Your goal
Return, unchanged and with no pictures, the lines below from the very first through the one that contains "middle tip: (153, 245)".

Records provided
|---|
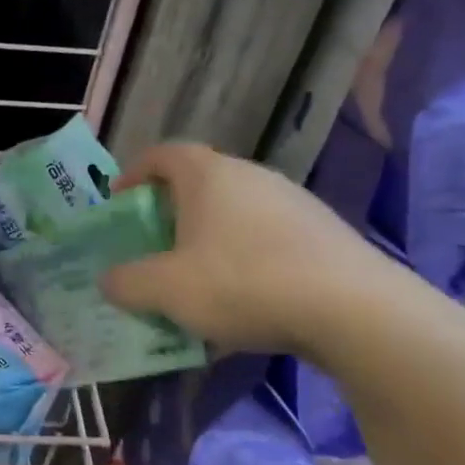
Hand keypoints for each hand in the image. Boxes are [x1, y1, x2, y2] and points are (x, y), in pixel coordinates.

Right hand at [98, 143, 389, 356]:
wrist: (355, 310)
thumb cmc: (242, 283)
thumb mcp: (165, 289)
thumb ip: (126, 282)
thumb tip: (109, 279)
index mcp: (208, 176)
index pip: (162, 154)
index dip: (134, 172)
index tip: (119, 200)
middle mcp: (251, 176)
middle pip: (199, 183)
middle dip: (170, 212)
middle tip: (153, 245)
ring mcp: (293, 202)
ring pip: (235, 212)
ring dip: (208, 238)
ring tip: (196, 278)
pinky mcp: (323, 232)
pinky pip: (267, 238)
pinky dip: (244, 258)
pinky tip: (244, 299)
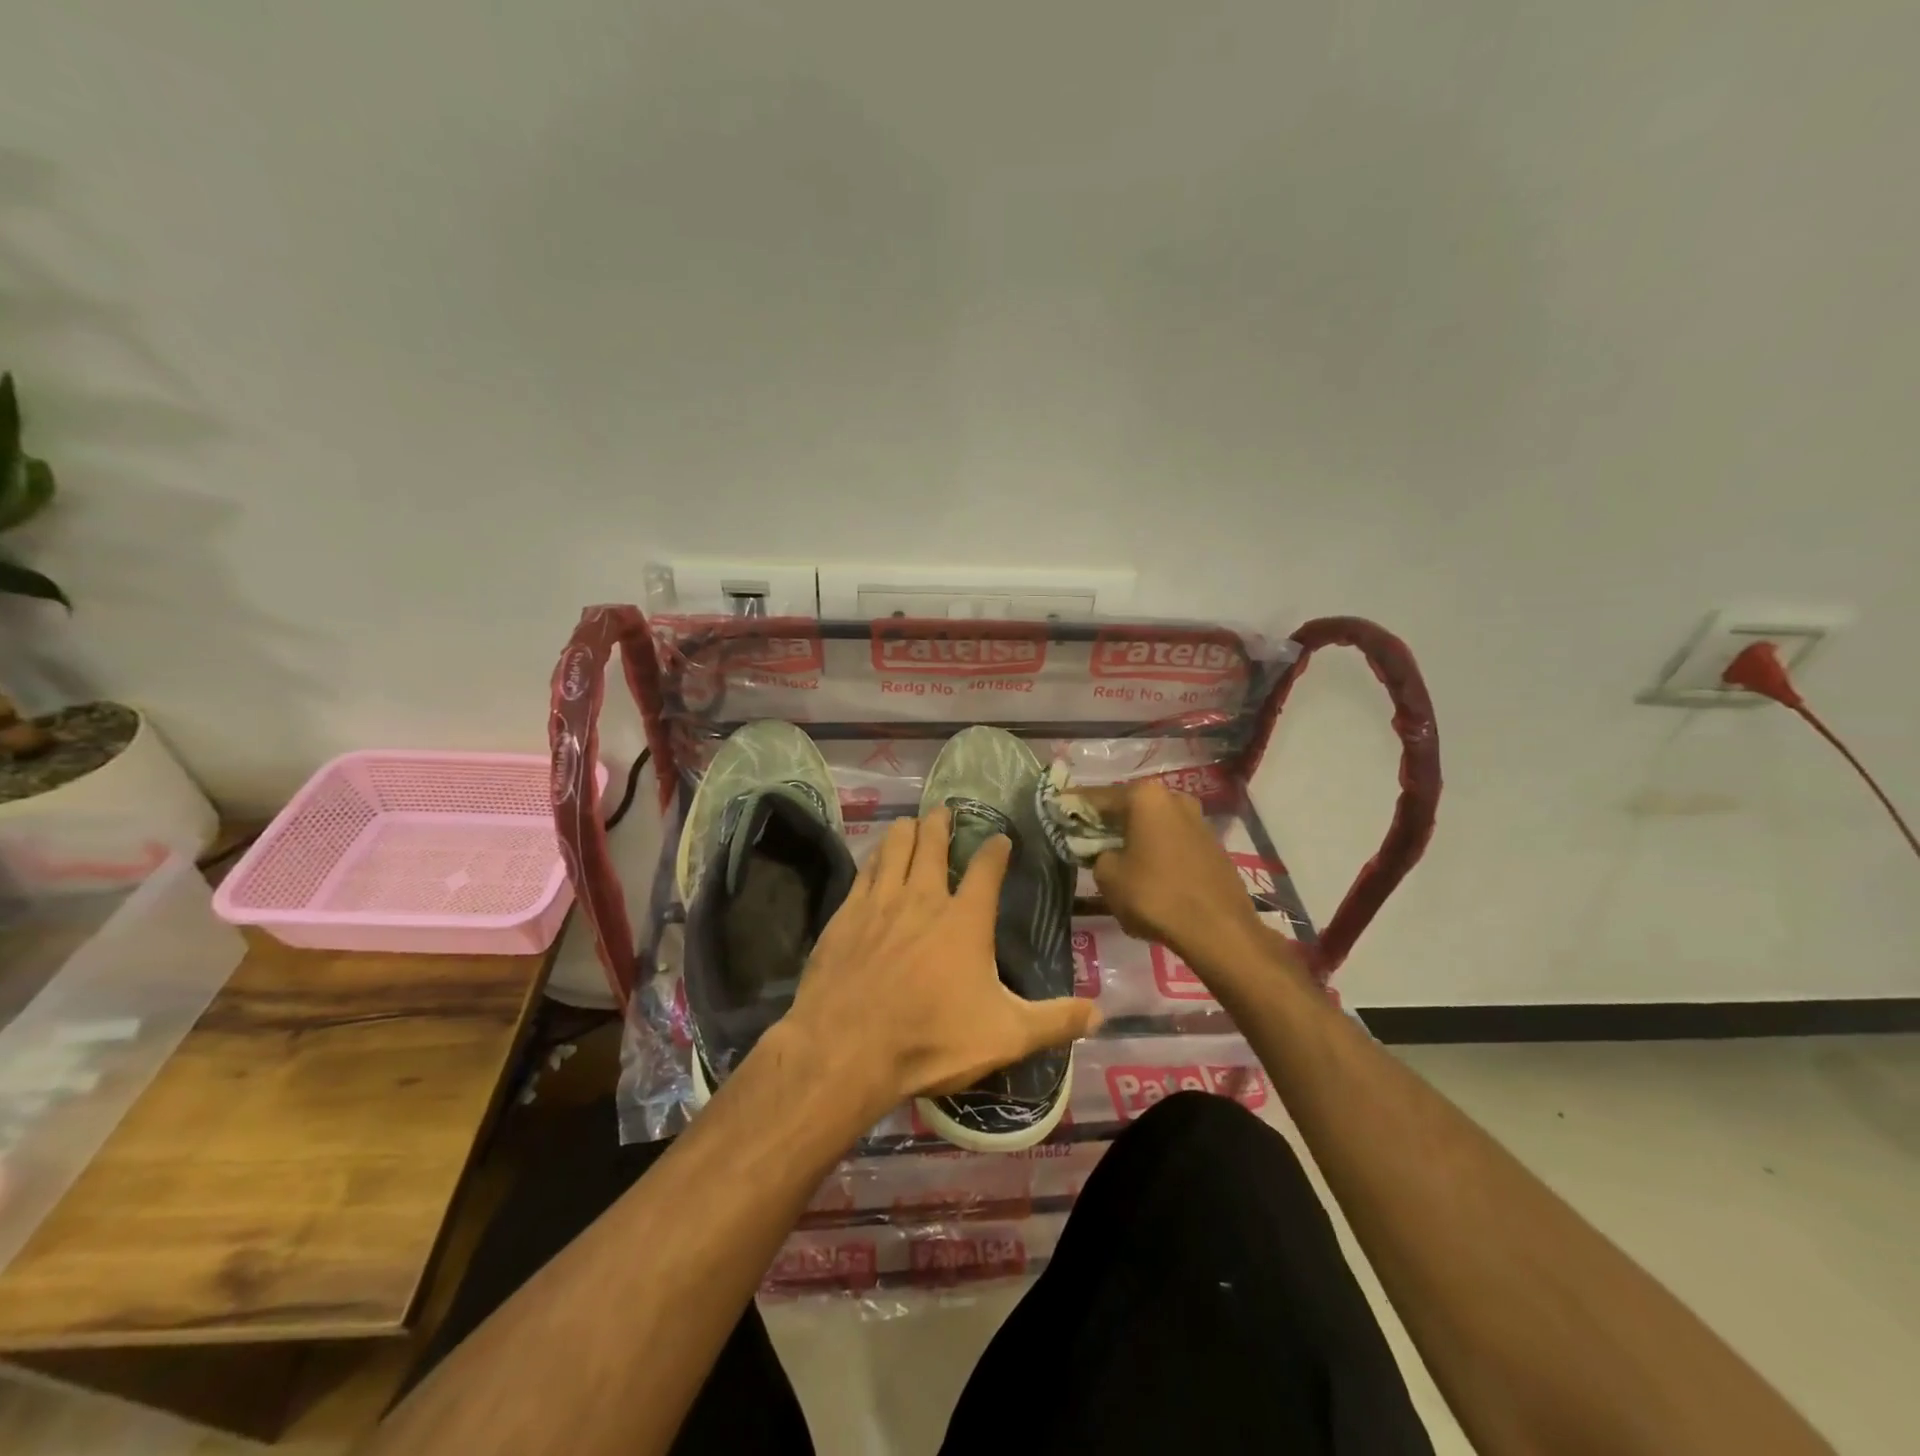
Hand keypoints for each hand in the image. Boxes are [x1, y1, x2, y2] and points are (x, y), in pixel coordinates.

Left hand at [780, 807, 1101, 1120]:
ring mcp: (880, 901)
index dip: (996, 850)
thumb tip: (1101, 1014)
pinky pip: (863, 870)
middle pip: (932, 843)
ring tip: (912, 823)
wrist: (846, 1049)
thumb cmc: (931, 1040)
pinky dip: (875, 856)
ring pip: (894, 847)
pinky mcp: (845, 914)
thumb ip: (1054, 1022)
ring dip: (906, 831)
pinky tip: (875, 857)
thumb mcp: (1005, 1036)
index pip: (986, 869)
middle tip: (944, 810)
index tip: (1001, 839)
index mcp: (964, 920)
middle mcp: (922, 897)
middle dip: (941, 823)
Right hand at [1074, 780, 1268, 971]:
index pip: (1097, 797)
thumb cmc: (1155, 895)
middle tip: (1084, 836)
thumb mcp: (1108, 876)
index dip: (1073, 806)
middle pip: (1129, 807)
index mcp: (1145, 797)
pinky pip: (1172, 841)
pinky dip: (1155, 850)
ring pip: (1153, 824)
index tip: (1056, 809)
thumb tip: (1106, 853)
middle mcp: (1173, 798)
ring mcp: (1198, 820)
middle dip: (1107, 821)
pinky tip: (1146, 871)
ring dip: (1133, 836)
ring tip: (1115, 855)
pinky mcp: (1212, 845)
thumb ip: (1097, 854)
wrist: (1218, 929)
|---|
Answer box
Hand keypoints for each hand in the image. Boxes are [x1, y1, x2, y2] and points are (x, y), in pixel coordinates.

Right hand at [98, 143, 389, 356]:
wrist: (355, 310)
thumb cmc: (242, 283)
thumb mcp: (165, 289)
thumb ip: (126, 282)
thumb tip: (109, 279)
index mcp: (208, 176)
index pip: (162, 154)
index dip: (134, 172)
index tip: (119, 200)
middle mcp: (251, 176)
middle pip: (199, 183)
middle dip: (170, 212)
middle tip: (153, 245)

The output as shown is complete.